AMT Probability and Cryptography
Alan M. Turing The Applications of Probability to Cryptography GCCS 1941/2, declassified and released 2012.
The theory of probability may be used in cryptography with most eﬀect when the type of cipher used is already fully understood, and it only remains to ﬁnd the actual keys. It is of rather less value when one is trying to diagnose the type of cipher, but if deﬁnite rival theories about the type of cipher are suggested it may be used to decide between them.
1.4. A priori probabilities
The evidence concerning the possibility of an event occurring usually divides into a part about which statistics are available, or some mathematical method can be applied, and a less deﬁnite part about which one can only use one’s judgement. …
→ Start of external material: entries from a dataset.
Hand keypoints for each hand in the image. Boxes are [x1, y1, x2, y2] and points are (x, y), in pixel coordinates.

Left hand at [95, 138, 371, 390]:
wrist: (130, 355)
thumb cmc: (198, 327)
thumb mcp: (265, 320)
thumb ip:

… It should be noticed that the whole argument is to some extent fallacious, as it is assumed that there are only two possibilities, viz. [that either the observed behaviour has come about because of the hypothesized rule, or it has come about at random]. The [actual] possibilities are of course endless, and it is therefore always necessary to bear in mind the possibility of there being other theories not yet suggested.
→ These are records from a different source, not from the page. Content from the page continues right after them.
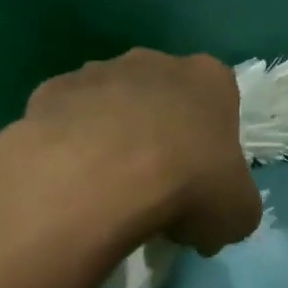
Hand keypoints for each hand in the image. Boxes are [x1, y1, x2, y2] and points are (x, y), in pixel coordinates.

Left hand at [0, 48, 262, 254]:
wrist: (101, 178)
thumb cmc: (188, 186)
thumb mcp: (237, 214)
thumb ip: (233, 207)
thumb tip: (206, 225)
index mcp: (209, 80)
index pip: (219, 107)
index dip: (211, 149)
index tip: (201, 186)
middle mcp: (153, 62)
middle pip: (162, 100)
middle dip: (160, 136)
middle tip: (155, 189)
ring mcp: (96, 72)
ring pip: (111, 106)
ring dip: (112, 138)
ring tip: (107, 190)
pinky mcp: (49, 92)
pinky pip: (67, 122)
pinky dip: (70, 146)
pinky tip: (71, 183)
Applications of Probability theory have long been complicated by some significant differences of view. Some widely-held views were that Turing et al at Bletchley Park were Bayesians in the modern sense, and that anyway a very strong version of Bayesian theory, that Bayesian probability has universal application to all kinds of uncertainty, has since been ‘proved’. It was well-known that there were relevant documents held by GCHQ, and these were progressively released. This appears to be part of the last batch, but not for the first time.
It is clear from the preamble that AMT does not regard Bayesian probability theory as being of the greatest value for all kinds of problem, being of ‘less value’ when you do not fully understand the context. Under ‘a priori probabilities’ AMT notes that probabilistic reasoning only compares theories that are explicitly considered; it cannot take account of anything not considered. Although AMT does not present his theory in detail, it would seem impossible to deny this.
For example, consider a statement such as ‘X is true with probability 1’. This may be intended to suggest that X is probably true. Yet suppose that it is uttered by an academic with little experience of the real-world situation to which X pertains. Then all it can mean is that the academic has not been able to conceive of a situation in which X is not probably true. But we, having regard to the academic’s lack of experience, might not regard X as probably true.